1. A surprise paid-for, all-inclusive weekend away at a hotel to a place of their liking for a Christmas bash.
2. Gifts that they would appreciate given the economic crisis and the likely state of their portfolio including, but not limited to, a spa day, a nice dinner out/night on the town, several nice bottles of wine (with which to drink away their sorrows), a vacation (if you're paid like that), something for their house that they may be putting off due to financial hardship, an IOU for when you can afford things again, a deposit into their IRA.
3. Digital photo frames with already downloaded photos of their grandchildren or children.
4. A letter telling them all the things you are grateful for.
5. Aromatherapy massages, slippers, comfort items.
6. This answer suffices for all categories. My family - near and extended are forgoing buying anyone gifts (except for young children) this year. Part of what we usually spend will be saved for what seems to be a future rainy economic day.
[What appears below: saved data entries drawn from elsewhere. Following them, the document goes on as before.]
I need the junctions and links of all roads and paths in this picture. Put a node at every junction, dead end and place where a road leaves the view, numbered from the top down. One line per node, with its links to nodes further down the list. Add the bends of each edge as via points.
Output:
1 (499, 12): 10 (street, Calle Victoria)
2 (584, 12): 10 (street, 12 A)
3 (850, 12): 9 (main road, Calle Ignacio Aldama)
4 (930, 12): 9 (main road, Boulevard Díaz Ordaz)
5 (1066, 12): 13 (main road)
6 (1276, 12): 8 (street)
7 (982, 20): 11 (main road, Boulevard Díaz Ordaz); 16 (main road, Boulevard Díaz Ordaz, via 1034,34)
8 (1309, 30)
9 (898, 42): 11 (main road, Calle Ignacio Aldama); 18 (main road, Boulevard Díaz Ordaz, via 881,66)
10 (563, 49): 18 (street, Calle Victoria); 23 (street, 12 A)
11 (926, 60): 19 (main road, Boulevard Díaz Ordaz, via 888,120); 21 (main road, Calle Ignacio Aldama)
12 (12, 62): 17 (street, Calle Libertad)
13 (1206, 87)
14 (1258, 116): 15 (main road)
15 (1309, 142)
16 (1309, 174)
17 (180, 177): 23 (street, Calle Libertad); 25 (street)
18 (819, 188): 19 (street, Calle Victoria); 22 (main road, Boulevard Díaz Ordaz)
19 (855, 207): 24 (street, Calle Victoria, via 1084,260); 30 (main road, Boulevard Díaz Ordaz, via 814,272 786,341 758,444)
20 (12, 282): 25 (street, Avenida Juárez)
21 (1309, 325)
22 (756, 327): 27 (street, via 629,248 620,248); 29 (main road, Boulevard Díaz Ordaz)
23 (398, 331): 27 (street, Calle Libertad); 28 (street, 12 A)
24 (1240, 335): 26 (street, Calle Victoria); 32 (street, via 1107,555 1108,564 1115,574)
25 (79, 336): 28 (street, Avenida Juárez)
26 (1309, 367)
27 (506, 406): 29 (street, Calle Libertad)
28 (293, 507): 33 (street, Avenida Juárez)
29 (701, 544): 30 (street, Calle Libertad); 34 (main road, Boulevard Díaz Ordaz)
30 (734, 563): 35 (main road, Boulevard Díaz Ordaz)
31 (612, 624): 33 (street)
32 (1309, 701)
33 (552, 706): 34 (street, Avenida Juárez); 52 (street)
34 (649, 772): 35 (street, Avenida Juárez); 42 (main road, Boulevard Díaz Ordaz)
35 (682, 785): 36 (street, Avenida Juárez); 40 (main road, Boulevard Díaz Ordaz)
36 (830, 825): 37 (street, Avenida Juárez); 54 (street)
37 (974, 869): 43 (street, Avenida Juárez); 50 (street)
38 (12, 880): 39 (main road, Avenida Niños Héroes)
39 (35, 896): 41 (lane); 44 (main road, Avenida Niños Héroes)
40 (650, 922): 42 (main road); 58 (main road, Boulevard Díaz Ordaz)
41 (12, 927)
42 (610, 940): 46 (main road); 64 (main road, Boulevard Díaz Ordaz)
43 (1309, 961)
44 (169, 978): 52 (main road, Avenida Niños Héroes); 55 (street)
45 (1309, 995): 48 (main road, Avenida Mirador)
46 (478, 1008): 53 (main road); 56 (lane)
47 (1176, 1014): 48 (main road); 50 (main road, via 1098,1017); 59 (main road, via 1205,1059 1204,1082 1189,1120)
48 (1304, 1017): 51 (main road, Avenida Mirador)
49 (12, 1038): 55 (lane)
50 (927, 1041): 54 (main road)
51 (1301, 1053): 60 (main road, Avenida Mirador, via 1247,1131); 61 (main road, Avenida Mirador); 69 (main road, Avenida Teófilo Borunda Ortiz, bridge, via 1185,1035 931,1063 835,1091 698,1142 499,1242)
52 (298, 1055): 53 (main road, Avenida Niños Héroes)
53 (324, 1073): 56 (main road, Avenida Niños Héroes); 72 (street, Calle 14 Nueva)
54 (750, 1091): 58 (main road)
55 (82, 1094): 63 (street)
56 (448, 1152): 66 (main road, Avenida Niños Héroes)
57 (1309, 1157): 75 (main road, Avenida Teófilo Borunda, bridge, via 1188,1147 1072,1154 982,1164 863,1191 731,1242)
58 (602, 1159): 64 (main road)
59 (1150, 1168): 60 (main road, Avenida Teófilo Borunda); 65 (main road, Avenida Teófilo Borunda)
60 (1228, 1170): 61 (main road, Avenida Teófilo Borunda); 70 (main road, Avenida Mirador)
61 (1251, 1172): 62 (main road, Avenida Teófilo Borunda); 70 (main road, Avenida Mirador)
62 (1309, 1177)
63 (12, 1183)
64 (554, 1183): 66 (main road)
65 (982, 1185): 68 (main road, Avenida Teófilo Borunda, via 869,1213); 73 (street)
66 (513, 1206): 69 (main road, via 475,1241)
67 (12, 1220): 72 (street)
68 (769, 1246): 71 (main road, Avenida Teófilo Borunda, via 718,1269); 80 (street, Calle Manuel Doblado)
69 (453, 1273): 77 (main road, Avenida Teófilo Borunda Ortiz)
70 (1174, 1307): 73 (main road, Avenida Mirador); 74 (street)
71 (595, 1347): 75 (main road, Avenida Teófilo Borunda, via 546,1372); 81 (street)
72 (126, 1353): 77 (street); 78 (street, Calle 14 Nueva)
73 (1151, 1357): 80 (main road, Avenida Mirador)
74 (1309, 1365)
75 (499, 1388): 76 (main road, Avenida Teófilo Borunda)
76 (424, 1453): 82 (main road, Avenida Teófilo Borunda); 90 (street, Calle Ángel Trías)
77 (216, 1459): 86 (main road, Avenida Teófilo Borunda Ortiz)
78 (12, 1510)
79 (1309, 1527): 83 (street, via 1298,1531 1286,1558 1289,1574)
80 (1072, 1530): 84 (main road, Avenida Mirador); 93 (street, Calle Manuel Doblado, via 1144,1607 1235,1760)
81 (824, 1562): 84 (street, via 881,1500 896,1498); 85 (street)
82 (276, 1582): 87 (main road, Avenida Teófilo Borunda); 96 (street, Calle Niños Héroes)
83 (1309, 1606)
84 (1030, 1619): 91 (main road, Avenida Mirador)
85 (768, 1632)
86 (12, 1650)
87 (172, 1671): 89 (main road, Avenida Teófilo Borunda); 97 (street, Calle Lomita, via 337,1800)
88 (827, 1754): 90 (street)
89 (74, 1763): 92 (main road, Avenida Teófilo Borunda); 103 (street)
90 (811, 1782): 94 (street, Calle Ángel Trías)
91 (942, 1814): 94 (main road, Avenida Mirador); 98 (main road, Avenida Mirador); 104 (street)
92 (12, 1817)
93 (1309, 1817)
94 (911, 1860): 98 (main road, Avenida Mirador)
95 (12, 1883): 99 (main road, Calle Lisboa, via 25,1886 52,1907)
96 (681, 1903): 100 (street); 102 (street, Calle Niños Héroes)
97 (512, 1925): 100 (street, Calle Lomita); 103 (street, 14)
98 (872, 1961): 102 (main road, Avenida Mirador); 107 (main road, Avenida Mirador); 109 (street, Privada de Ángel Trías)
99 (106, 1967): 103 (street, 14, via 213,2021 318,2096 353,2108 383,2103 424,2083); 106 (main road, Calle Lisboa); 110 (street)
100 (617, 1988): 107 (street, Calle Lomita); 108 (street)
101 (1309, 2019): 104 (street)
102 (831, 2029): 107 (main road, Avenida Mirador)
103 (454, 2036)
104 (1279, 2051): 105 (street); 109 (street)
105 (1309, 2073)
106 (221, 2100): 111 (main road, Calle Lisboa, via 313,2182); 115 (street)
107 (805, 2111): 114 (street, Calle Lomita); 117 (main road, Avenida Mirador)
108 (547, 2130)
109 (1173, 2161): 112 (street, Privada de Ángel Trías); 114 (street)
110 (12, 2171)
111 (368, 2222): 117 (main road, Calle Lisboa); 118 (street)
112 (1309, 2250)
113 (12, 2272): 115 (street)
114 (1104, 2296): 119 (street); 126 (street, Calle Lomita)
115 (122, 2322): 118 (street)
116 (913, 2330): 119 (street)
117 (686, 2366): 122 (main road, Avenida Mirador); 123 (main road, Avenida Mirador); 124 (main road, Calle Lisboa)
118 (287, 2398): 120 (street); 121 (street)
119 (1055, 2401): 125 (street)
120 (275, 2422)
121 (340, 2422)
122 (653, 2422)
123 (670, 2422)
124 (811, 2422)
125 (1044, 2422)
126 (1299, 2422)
The remainder will be going to charities such as Hunters for the Hungry to process venison for food banks, donations of food, and some gifts for children without any Christmas.
8. I am giving restaurant gift cards to parents this year. They love it because they don't like to spend too much eating out, and it stimulates the economy because the tips go right to the servers who are very likely to spend the money locally.
10. Tickets to a play, music, spoken word event with you (they love their children and time spent with them).
11. A Kindle. You can add books, audio books, newspaper subscriptions etc. You can also increase the font size for those aging eyes.
12. Make a beautiful "coupon" book which is redeemable for a variety of options to choose from, for each month of the coming year, such as your offer to clean the gutters in September, take them out to dinner in February, etc. Put the coupon book in a nice big box, wrap and give!